If a line in the data below contains the word "roads", copy it out.

Top of Material provided

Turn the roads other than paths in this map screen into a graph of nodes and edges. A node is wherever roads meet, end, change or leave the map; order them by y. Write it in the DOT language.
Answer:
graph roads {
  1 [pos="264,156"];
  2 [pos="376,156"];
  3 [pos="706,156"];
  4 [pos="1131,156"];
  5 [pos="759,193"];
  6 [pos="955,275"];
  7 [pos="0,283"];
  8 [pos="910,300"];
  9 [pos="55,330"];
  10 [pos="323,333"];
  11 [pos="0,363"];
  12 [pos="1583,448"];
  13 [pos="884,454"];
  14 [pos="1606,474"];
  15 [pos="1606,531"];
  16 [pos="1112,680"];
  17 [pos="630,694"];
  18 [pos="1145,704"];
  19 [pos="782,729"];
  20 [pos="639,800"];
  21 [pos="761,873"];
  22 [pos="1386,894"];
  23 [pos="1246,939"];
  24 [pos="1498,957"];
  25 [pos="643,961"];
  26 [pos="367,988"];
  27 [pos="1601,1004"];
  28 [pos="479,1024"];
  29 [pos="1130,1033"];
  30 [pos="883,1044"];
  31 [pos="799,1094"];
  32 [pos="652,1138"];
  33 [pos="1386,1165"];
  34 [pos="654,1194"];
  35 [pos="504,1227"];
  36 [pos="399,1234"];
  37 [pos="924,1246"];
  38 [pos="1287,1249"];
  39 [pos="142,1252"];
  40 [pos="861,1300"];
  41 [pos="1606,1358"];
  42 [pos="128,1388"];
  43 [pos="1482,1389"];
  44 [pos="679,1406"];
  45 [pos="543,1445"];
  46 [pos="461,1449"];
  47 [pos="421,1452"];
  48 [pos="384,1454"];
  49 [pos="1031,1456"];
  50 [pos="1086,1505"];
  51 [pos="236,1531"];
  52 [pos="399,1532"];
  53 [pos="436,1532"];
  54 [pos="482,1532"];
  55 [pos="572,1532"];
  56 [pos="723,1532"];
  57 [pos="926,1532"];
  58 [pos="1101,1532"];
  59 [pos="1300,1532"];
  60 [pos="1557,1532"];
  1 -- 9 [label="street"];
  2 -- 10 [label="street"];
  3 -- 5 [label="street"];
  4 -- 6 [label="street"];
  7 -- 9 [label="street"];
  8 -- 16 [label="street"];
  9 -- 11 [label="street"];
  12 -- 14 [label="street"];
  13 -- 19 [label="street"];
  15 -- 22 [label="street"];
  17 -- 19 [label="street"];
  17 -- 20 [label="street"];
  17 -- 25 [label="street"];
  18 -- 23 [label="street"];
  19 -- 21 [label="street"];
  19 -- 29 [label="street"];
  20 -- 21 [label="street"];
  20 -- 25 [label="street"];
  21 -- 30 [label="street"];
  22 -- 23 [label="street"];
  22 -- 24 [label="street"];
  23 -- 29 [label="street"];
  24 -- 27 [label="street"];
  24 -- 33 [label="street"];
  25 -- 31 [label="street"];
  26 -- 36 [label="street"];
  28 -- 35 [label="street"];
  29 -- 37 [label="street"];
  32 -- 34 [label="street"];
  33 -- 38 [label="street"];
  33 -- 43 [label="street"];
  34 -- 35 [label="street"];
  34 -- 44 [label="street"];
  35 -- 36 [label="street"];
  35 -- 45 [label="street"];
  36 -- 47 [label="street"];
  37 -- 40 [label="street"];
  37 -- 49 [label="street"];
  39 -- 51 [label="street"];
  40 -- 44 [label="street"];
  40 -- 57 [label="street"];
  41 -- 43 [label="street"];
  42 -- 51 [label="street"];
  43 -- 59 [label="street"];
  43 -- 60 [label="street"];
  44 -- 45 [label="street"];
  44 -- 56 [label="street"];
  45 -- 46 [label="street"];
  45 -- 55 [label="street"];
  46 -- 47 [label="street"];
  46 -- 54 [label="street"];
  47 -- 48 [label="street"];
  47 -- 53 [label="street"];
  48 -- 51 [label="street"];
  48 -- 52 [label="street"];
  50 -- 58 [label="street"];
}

Bottom of Material provided

### Result
Turn the roads other than paths in this map screen into a graph of nodes and edges. A node is wherever roads meet, end, change or leave the map; order them by y. Write it in the DOT language.
graph roads {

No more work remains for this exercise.